Spielmann, Johann

Spielmann Johann, Arzt und Psychiater. Geb. Gabel, Böhmen (Jablonné v Podještedí, Tschechien), 25. 7. 1820; gest. Karlsbad, Böhmen (Karlovy Vary, Tschechien), 21. 10. 1882.

Aus der Familie eines Brauereipächters stammend. S. absolv. die Gymn. in Böhm. Leipa (Ceská Lípa), Jungbunzlau (Mladá Boleslav) und Prag und stud. ab 1841 Phil. und Med. an der Univ. Prag; 1846 Dr. med., 1847 Dr. chir. Zunächst an der Abt. für innere Med. im AKH Prag unter J. v. Oppolzer (s. d.) tätig, führte ihn sein Interesse für Psychiatrie bereits 1847 in die Irrenanstalt in Prag, wo er ab 1852 mit der Funktion des Ersten Sekundararztes betraut wurde. In dieser Zeit sammelte S. intensiv Aufzeichnungen über den Behandlungsverlauf seiner Patienten und wurde alsbald zum Bahnbrecher der neuen Wiss. der Psychiatrie. Bereits im April 1853 verließ er das Inst. wieder, möglicherweise aus polit. Gründen, da er sich aktiv an der Revolutionsbewegung im Jahre 1848 beteiligt hatte. Aber auch Meinungsverschiedenheiten mit dem neuen Dir. sprachen für ein frühzeitiges Ausscheiden. Von 1855 bis zu seinem Tod arbeitete S. als prakt. Arzt in Tetschen (Decín), wo er v. a. psych. erkrankte Patienten betreute, ab 1864 war er auch Gmd.- und Bez.arzt. Im selben Jahr wurde S. in die Komm. für Reorganisation der Irrenanstalten in Böhmen berufen. Er vertrat die Ansicht, daß Geisteskranke am besten in der Familie gepflegt werden sollten und nur für absolut Hilflose oder abnorme Fälle die Aufnahme in eine Klinik gerechtfertigt sei. Bereits 1862 hatte er in Tetschen einen Turnver. gegr., in seiner Funktion als Mitgl. des Bez.schulrats (1871) unterstützte er mit seinen eigenen Mitteln kleine Landschulen und stellte Lehrmittel zur Verfügung. Seine einzige Monographie, „Diagnostik der Geisteskrankheiten. Für Ärzte und Richter“, 1855, richtete sich vornehml. an Ärzte, die keine Psychiater waren, und wurde ins Engl., Dän. und Russ. übers. In Rußland wurde sie sogar als Lehrbuch verwendet.

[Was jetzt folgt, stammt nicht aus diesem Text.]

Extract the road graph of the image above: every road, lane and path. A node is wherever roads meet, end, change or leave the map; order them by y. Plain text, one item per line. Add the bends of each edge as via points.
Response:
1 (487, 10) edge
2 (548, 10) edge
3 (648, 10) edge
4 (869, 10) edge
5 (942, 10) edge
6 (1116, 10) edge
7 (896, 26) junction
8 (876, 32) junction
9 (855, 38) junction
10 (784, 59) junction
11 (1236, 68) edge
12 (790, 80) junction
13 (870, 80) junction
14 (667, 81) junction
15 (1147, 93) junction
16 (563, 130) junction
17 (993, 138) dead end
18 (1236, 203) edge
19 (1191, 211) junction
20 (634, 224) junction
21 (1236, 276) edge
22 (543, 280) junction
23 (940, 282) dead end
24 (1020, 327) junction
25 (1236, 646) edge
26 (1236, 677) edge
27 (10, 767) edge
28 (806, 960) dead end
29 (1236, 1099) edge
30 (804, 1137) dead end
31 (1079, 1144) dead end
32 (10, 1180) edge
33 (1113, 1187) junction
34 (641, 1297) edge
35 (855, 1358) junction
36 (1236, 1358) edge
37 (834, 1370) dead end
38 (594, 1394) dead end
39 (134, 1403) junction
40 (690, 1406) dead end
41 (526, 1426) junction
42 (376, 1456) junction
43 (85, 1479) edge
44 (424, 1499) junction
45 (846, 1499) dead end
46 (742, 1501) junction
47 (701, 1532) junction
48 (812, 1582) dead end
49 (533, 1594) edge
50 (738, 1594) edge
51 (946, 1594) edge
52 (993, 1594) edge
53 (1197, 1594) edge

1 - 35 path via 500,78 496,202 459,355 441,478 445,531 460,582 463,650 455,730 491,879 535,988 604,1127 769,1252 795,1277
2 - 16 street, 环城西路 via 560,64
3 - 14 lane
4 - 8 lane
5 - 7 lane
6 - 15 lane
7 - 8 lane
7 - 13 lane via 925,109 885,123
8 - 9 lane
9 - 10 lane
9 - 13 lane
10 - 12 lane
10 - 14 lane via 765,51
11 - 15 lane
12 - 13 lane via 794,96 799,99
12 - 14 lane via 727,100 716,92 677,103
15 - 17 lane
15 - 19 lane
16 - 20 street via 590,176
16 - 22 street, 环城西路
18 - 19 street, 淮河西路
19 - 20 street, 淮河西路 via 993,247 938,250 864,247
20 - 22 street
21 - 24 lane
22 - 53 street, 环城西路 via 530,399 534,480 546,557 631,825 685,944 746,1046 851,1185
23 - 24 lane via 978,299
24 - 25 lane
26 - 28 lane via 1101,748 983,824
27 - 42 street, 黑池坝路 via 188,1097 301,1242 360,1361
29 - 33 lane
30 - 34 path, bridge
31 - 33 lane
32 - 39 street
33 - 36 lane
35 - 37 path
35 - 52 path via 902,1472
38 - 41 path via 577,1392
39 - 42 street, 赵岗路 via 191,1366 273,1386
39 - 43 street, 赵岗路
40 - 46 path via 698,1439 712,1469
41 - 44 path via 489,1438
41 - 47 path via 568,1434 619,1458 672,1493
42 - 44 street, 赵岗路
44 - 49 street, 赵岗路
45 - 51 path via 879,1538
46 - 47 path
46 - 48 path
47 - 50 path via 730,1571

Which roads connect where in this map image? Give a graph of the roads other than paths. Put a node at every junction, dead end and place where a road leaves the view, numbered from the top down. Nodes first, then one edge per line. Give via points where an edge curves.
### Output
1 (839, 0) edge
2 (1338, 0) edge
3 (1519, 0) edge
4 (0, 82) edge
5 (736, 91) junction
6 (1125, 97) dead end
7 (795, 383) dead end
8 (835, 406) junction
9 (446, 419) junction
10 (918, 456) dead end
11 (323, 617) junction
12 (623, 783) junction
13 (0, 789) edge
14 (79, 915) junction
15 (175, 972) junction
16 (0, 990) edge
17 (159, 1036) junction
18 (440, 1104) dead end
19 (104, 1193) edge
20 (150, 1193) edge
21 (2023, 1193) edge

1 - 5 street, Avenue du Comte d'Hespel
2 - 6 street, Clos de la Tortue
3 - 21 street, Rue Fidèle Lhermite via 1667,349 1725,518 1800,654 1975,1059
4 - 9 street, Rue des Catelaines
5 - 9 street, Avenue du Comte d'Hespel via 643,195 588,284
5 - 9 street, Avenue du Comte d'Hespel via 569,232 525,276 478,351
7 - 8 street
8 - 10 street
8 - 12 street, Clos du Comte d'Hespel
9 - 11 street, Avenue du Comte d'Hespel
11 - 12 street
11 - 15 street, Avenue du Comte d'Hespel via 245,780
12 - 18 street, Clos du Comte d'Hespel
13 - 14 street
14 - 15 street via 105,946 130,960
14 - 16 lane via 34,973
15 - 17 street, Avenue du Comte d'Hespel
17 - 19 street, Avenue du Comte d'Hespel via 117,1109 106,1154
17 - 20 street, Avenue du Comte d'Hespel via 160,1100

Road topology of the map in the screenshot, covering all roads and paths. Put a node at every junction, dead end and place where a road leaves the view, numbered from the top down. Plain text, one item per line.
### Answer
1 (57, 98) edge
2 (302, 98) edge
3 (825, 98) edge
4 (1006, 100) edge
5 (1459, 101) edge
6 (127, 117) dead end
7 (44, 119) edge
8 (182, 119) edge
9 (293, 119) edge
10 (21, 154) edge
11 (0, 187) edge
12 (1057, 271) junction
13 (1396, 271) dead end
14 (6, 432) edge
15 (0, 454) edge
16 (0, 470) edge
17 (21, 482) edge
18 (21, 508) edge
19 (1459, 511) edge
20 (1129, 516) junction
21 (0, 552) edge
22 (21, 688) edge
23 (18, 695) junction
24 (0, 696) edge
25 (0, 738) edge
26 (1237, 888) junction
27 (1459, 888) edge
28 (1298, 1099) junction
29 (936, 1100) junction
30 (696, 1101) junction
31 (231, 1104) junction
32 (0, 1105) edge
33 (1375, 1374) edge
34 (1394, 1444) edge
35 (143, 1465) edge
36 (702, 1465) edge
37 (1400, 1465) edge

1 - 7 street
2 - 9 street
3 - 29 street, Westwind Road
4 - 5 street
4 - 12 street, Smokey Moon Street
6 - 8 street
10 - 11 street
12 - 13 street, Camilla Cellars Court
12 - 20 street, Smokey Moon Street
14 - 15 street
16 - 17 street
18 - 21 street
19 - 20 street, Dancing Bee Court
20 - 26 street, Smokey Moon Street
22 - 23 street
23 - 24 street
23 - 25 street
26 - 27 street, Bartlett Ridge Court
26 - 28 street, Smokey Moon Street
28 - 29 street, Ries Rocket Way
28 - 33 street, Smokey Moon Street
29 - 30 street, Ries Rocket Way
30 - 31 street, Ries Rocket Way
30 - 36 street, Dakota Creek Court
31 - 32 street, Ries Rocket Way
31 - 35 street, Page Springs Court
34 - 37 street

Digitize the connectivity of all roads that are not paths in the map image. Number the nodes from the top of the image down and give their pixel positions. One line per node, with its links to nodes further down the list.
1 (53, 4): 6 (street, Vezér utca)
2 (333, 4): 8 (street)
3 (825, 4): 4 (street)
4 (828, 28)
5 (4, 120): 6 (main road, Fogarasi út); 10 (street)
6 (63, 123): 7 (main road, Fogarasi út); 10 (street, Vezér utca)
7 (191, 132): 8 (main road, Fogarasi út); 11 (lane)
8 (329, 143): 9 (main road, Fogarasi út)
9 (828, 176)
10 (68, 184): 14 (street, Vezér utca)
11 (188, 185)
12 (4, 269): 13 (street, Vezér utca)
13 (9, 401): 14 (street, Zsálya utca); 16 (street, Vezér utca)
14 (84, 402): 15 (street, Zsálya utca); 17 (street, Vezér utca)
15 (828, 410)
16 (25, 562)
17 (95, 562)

Literatur: Augsburger Allg. Ztg., 15. 11. 1882 (Beilage); Hirsch; Kreuter (m. L.); Wurzbach; Prager med. WS 7, 1882, S. 431; A. Meissner, Geschichte meines Lebens 2, 1884, S. 27; J. Bresler, in: Dt. Irrenärzte, ed. T. Kirchhoff, 2, 1924, S. 29ff.; UA, Praha, Státní oblastní archiv, Decín, beide Tschechien.
Autor: (L. Hlavácková)
Referenz: ÖBL 1815-1950, Bd. 13 (Lfg. 59, 2007), S. 23f.